Monday, December 8, 2014

Professor Petrik and Classmates,

Thank you for making this course stimulating and informative!  Happy Holidays!    Diane

Summary of Final Paper: Tamsen Donner: Martyr to Western Expansionism




12.  Summary of Final Paper:

Tamsen Donner:  Martyr to Western Expansionism

 
      Tamsen Donner was the wife of the leader of the ill-fated Donner Party, the emigrant wagon train that became trapped in the Sierra Nevada Mountains in the winter of 1846 - 1847.   Facing starvation, the group is best remembered for resorting to cannibalism.  Many, however, were ordinary people trying to survive.  How did Tamsen Donner fit into the picture?  How had her life prepared her for such severe hardships?  In what ways did she respond?  What does she tell us about the Donner Party and the larger picture about western pioneer women?

      Primary sources include early letters from Tamsen Donner and other Donner pioneers. Many tend to contradict one another, creating a challenge for historians to identify, interpret and reconcile disputed collective memories in order to draw conclusions. 

      Donner was born into an upper middle-class family in Massachusetts in 1801.  Educated as a teacher, she (unlike most antebellum women) remained single and independent, traveling widely and teaching school.  At twenty-seven, she married Tully Dozier, bore him a son, and thrived on family life.  Within one year, however, she had a miscarriage; her husband and then her infant died; she contracted malaria.  On her own again, she struggled to overcome her adversities, supporting herself for the next ten years.  She married prosperous George Donner in Springfield, Illinois in 1837, becoming stepmother to his children and adding three daughters of their own.

      George Donner shared his wife's wanderlust.  Both were attracted by the lure of opportunity in California, and they headed West in May, 1846.   Tamsen Donner writes of the beauty of the plains, the immensity of bison herds, and of bartering with friendly Sioux and Pawnee.   Against her better judgment, her husband opted to take a "short cut" to California.  Without a trail to follow, the party experienced wagon breakdowns in the Wasatch Mountains and thirst along the Salt Lake flats.  They reached the Sierra Nevadas a month later than planned; in late October, early snowstorms ensnared them near the summit.   The Donners survived in a primitive lean-to and ate their livestock, but food ran out by Christmas.  Weaker members of the party  began dying of starvation.  Later findings of mutilated human remains testify to subsequent cannibalism.   Reports vary as to the Donners' participation.  Here again, collective memory confuses the issue.

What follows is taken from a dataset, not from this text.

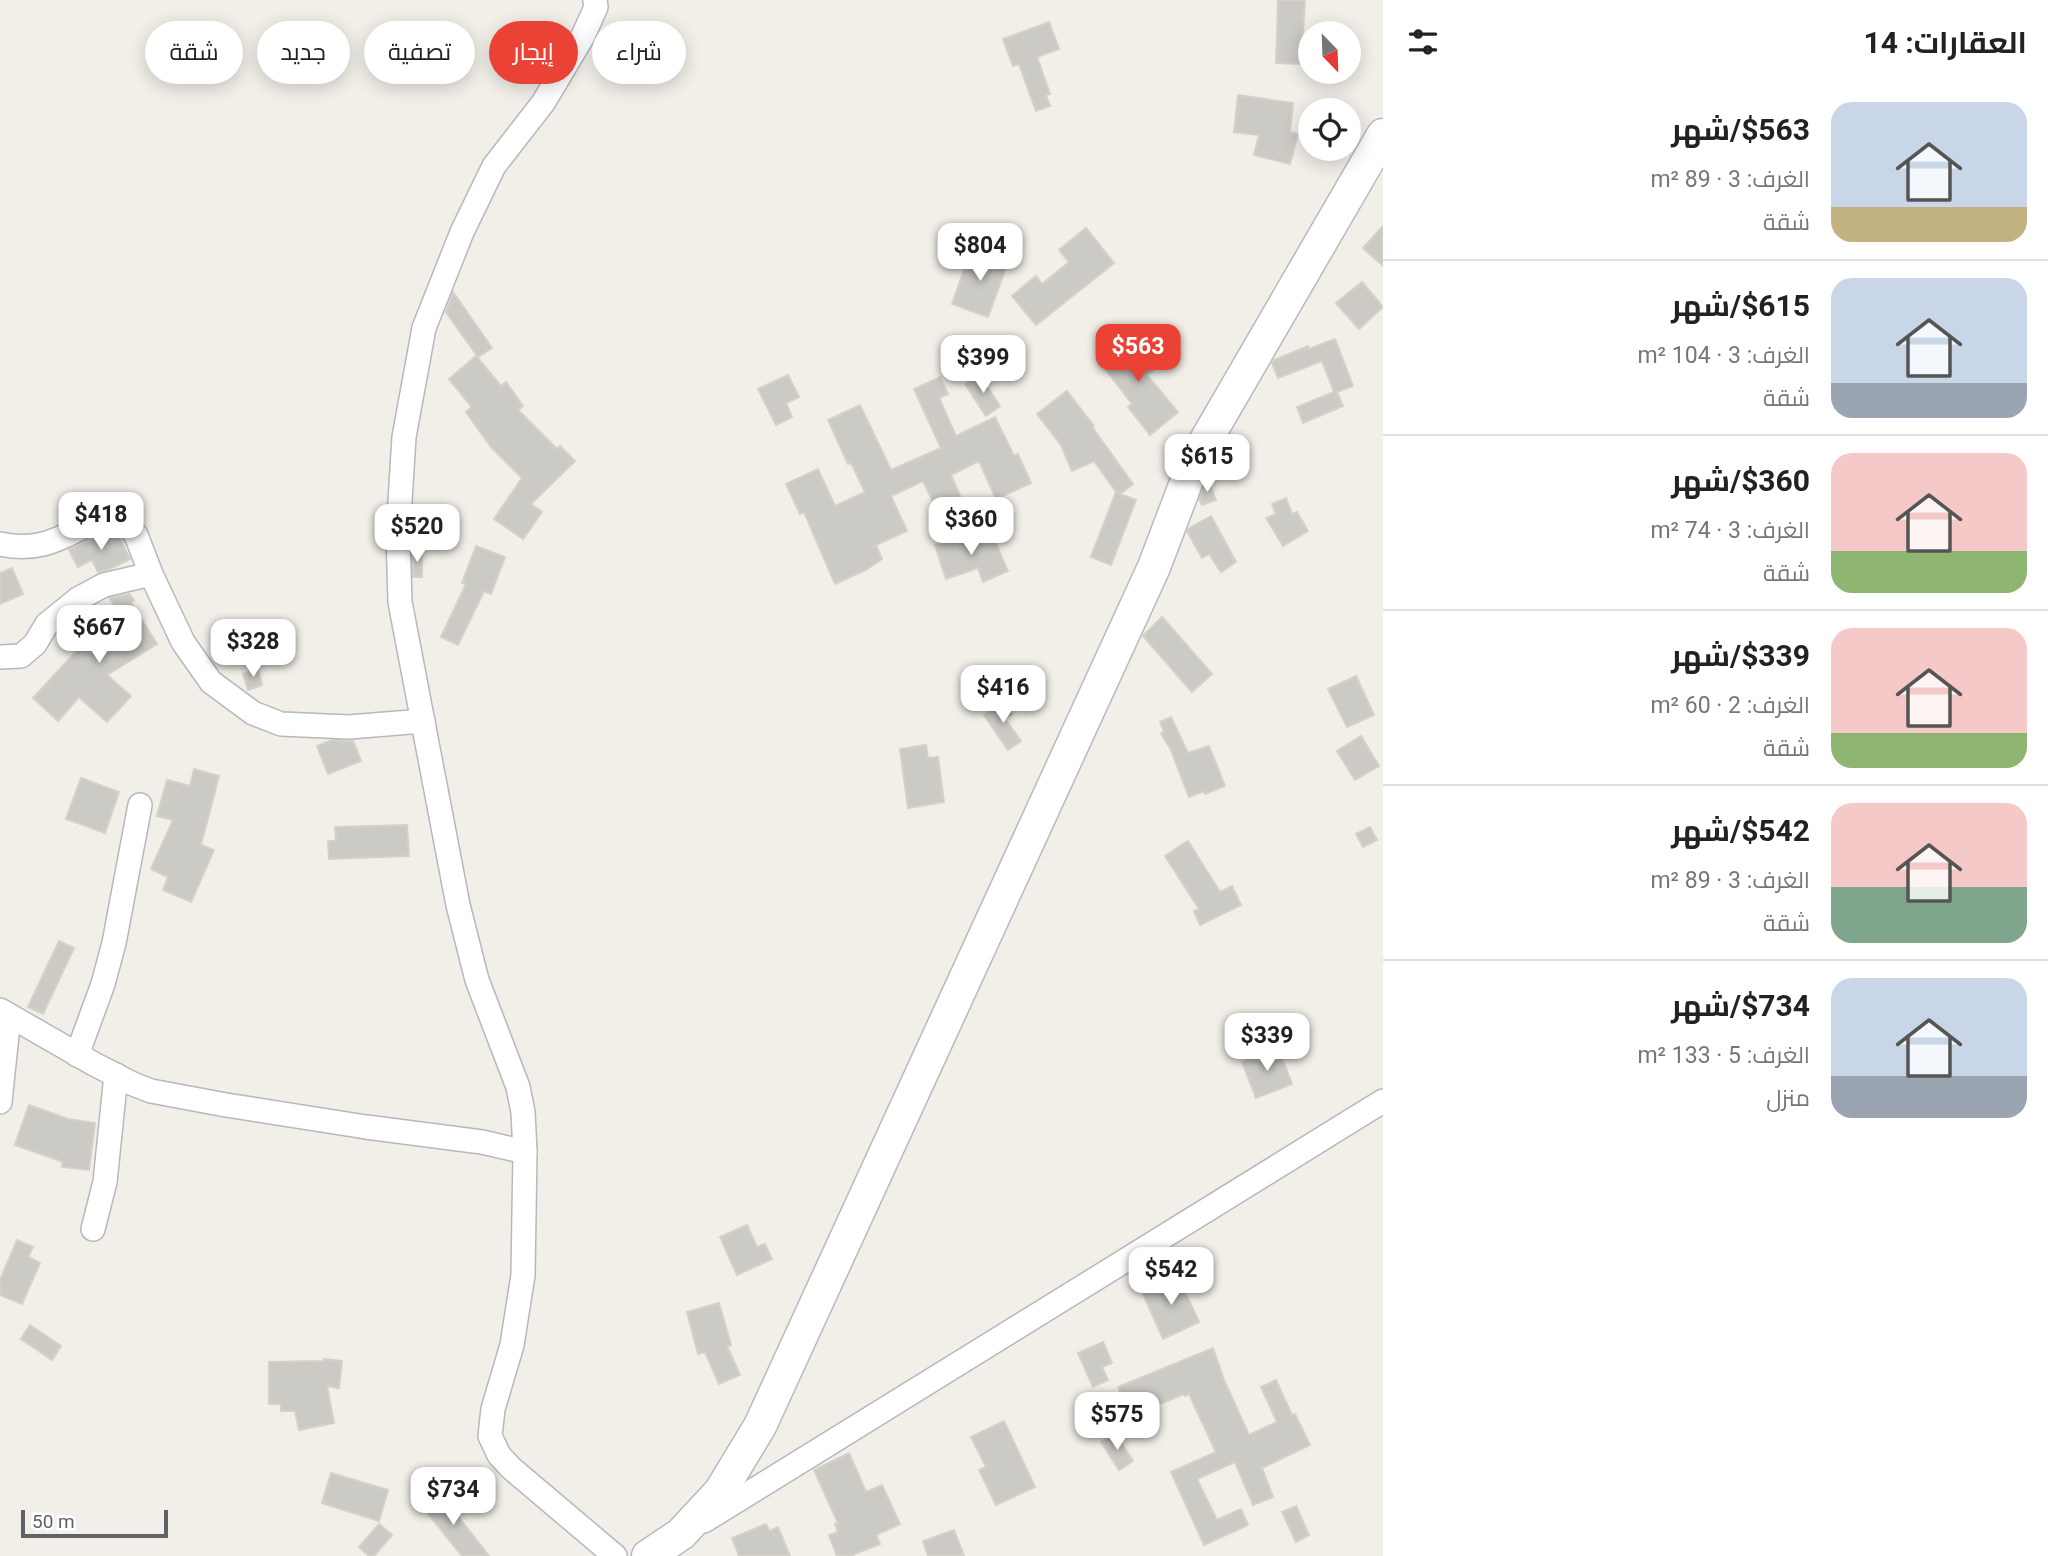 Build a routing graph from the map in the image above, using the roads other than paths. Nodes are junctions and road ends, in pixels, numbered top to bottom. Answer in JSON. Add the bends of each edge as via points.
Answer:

      George Donner injured his hand, which became infected and led to blood-poisoning.  Tamsen Donner took over responsibility for the family. In February, 1847, a search party reached them, bearing meager provisions.  Donner sent her three stepchildren out of the mountains with them.  Weeks later, another rescue team arrived and took her three youngest daughters to California.  She feared she would never see her children again, but out of loyalty or obligation, Donner remained at camp with her dying husband.

       With George Donner's death, competing collective remembrances present another quandary about Tamsen Donner's last days.  In one iteration, she wandered into the camp of one of the last remaining emigrants.  He took her in, and when she died in her sleep he cannibalized her.  However, there was no trace of Donner's body.  Other sources speculate that she wandered off, disoriented and starving, and perished in the wilderness.

      Regardless of how she died, Donner's valiant efforts and hard decisions saved her children.  Based on her background, it seems unlikely (but not certain) that the Donners ate human flesh.  Though her name has become synonymous with the cruel side of western expansionism, she, like many other pioneer women, can be credited with making sacrifices that eventually "won the West."